His accusations followed another judicial controversy involving a well-regarded lawyer who had his appointment to the Supreme Court allegedly blocked by prime minister Narendra Modi’s government.

India’s judicial system, slow as it is, is often seen as the strongest bulwark against the type of political corruption scandal that helped propel the Congress party to its worst electoral defeat in May. But political meddling in judicial appointments can kill corruption cases or exonerate politicians who might otherwise be found guilty.

Mr Katju wrote on his blog recently that the Intelligence Bureau, India’s domestic intelligence agency, had supposedly found evidence that a Madras High Court additional judge was involved in corruption.

Mr Katju gave no further details in his allegation, but in a subsequent post he identified the judge as S Ashok Kumar, who died in 2009.

Kumar never faced prosecution for corruption.

Mr Katju claimed that Kumar’s term was renewed in 2005 because he had once granted bail to a prominent Tamil Nadu politician, whose party was a key member of the ruling coalition in the federal government.

According to Mr Katju, the Congress, the ruling party at the time, pressured India’s chief justice to extend Kumar’s term.

India’s constitution originally prescribed a crucial role for the country’s president in appointing judges, by suggesting or evaluating candidates.

But the judiciary has evolved the collegium system over the past two decades, building upon three landmark cases to emphasise the principle of judicial independence.

The collegium gives the judiciary more power over appointments, but it works within a bubble, so its deliberations can often lack formality and transparency.

“Behind the scenes, there’s a lot of lobbying,” said VV Sivakumar, a Chennai-based partner at the law firm Dua Associates who practises in the Madras High Court.

“Complaints about candidates are sent anonymously. There’s a lot of politicking. People go to politicians begging to be considered, and the politicians then influence the selection process.”

Although there are no defined eligibility criteria, candidates for the bench are always well-regarded lawyers. Politicians cannot formally sack or promote judges but, as Mr Sivakumar said, they frequently influence such decisions behind the scenes.

Just as political interference can promote favourable judges, it can also stymie the appointment of judges who may be hostile to politicians.

In mid-June, a lawyer named Gopal Subramanium withdrew as a candidate for the supreme court, following reports in the press that Mr Modi’s government was opposed to his nomination.

In a nine-page letter to the supreme court chief justice RM Lodha, Mr Subramanium, who once served as India’s solicitor general, said he was “dismayed” to learn that the law ministry had refused to clear his nomination, even as three of his peers were approved.

“The events of the past few weeks have raised serious doubts in my mind as to the ability of the Executive Government to appreciate and respect the independence, integrity, and glory of the judicial institution,” Mr Subramanium wrote.

Although the collegium could have overruled the government’s rejection, Mr Subramanium withdrew his consent to be nominated.

He claimed he was being targeted because he participated in the prosecution, as an amicus curiae, of Amit Shah, Mr Modi’s closest aide.

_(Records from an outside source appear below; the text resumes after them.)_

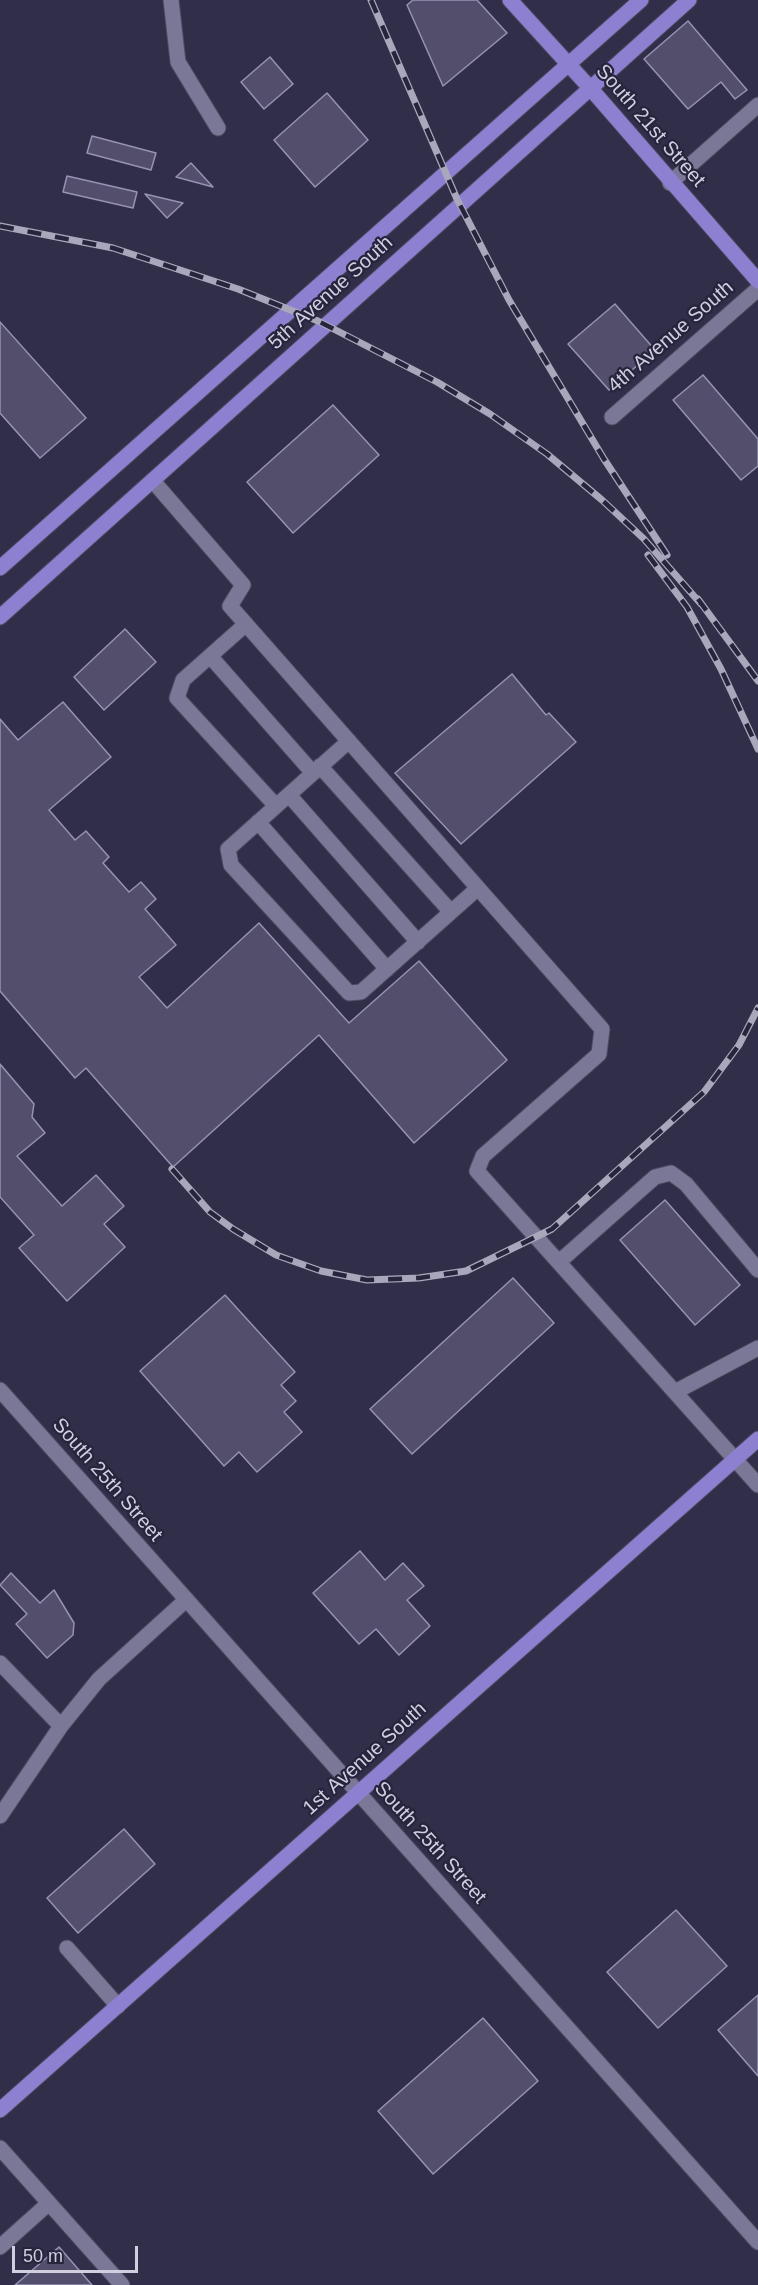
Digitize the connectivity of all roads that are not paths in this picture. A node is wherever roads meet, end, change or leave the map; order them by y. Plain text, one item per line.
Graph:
1 (171, 0) edge
2 (510, 0) edge
3 (641, 0) edge
4 (689, 0) edge
5 (569, 64) junction
6 (591, 89) junction
7 (758, 105) edge
8 (218, 128) dead end
9 (670, 183) junction
10 (758, 281) edge
11 (758, 289) edge
12 (612, 417) dead end
13 (153, 481) junction
14 (0, 568) edge
15 (0, 617) edge
16 (246, 624) junction
17 (210, 656) junction
18 (349, 741) junction
19 (317, 770) junction
20 (289, 795) junction
21 (276, 806) junction
22 (258, 822) junction
23 (478, 888) junction
24 (451, 912) junction
25 (418, 942) junction
26 (387, 969) junction
27 (559, 1262) junction
28 (758, 1270) edge
29 (758, 1348) edge
30 (0, 1390) edge
31 (675, 1392) junction
32 (758, 1439) edge
33 (735, 1459) junction
34 (758, 1485) edge
35 (186, 1600) junction
36 (0, 1663) edge
37 (61, 1726) junction
38 (357, 1794) junction
39 (0, 1815) edge
40 (68, 1948) dead end
41 (118, 2006) junction
42 (0, 2110) edge
43 (0, 2148) edge
44 (49, 2203) junction
45 (758, 2242) edge
46 (0, 2247) edge
47 (122, 2285) edge

1 - 8 street
2 - 5 main road, South 21st Street
3 - 5 main road, 5th Avenue South
4 - 6 main road, 5th Avenue South
5 - 6 main road, South 21st Street
5 - 14 main road, 5th Avenue South
6 - 9 main road, South 21st Street
6 - 13 main road, 5th Avenue South
7 - 9 street
9 - 10 main road, South 21st Street
11 - 12 street, 4th Avenue South
13 - 15 main road, 5th Avenue South
13 - 16 street
16 - 17 street
16 - 18 street
17 - 19 street
17 - 21 street
18 - 19 street
18 - 23 street
19 - 20 street
19 - 24 street
20 - 21 street
20 - 25 street
21 - 22 street
22 - 26 street
22 - 26 street
23 - 24 street
23 - 27 street
24 - 25 street
25 - 26 street
27 - 28 street
27 - 31 street
29 - 31 street
30 - 35 street, South 25th Street
31 - 33 street
32 - 33 main road, 1st Avenue South
33 - 34 street
33 - 38 main road, 1st Avenue South
35 - 37 street
35 - 38 street, South 25th Street
36 - 37 street
37 - 39 street
38 - 41 main road, 1st Avenue South
38 - 45 street, South 25th Street
40 - 41 street
41 - 42 main road, 1st Avenue South
43 - 44 street
44 - 46 street
44 - 47 street

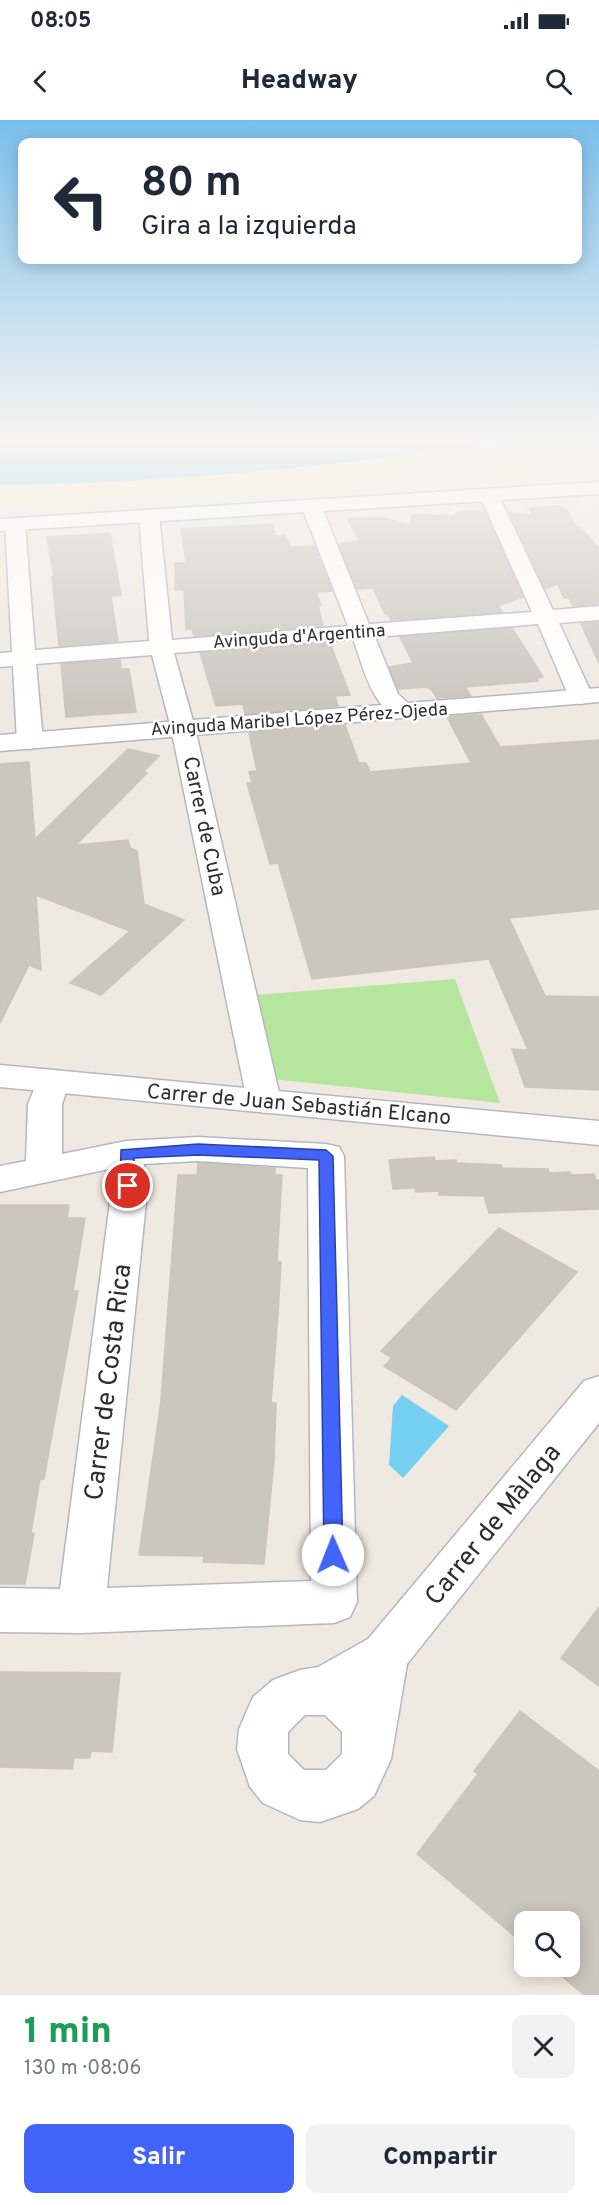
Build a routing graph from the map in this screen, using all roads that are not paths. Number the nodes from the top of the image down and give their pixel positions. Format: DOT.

When Mr Modi was chief minister of Gujarat, Mr Shah was accused of ordering the extrajudicial killing of a terror suspect.

In a speech this month, Mr Lodha called the government’s unilateral deletion of Mr Subramanium’s name “not proper,” and said the collegium should have been consulted. He maintained, however, that the independence of the judiciary had not been compromised.

Prominent jurists have frequently suggested replacing the collegium with a judicial commission, which would compel the chief justice and his colleagues to consult the president, the law minister, and a nominee of the prime minister in appointing supreme court judges.

State-level commissions would appoint high court judges.

A Judicial Appointments Commission bill to reform the collegium ststem along these lined was introduced in parliament in August 2013, although it has not as yet come up for extensive debate.

But Mr Sivakumar wondered whether that would merely institutionalise political interference in judicial appointments, rather than minimise it.

“I dread to think of a situation where a would-be judge is asked to delineate his stand on some controversial issue, to see if he falls in line with the government’s ideology or not,” he said. “To my mind, that’s worse, and I’d prefer the system as it is today.”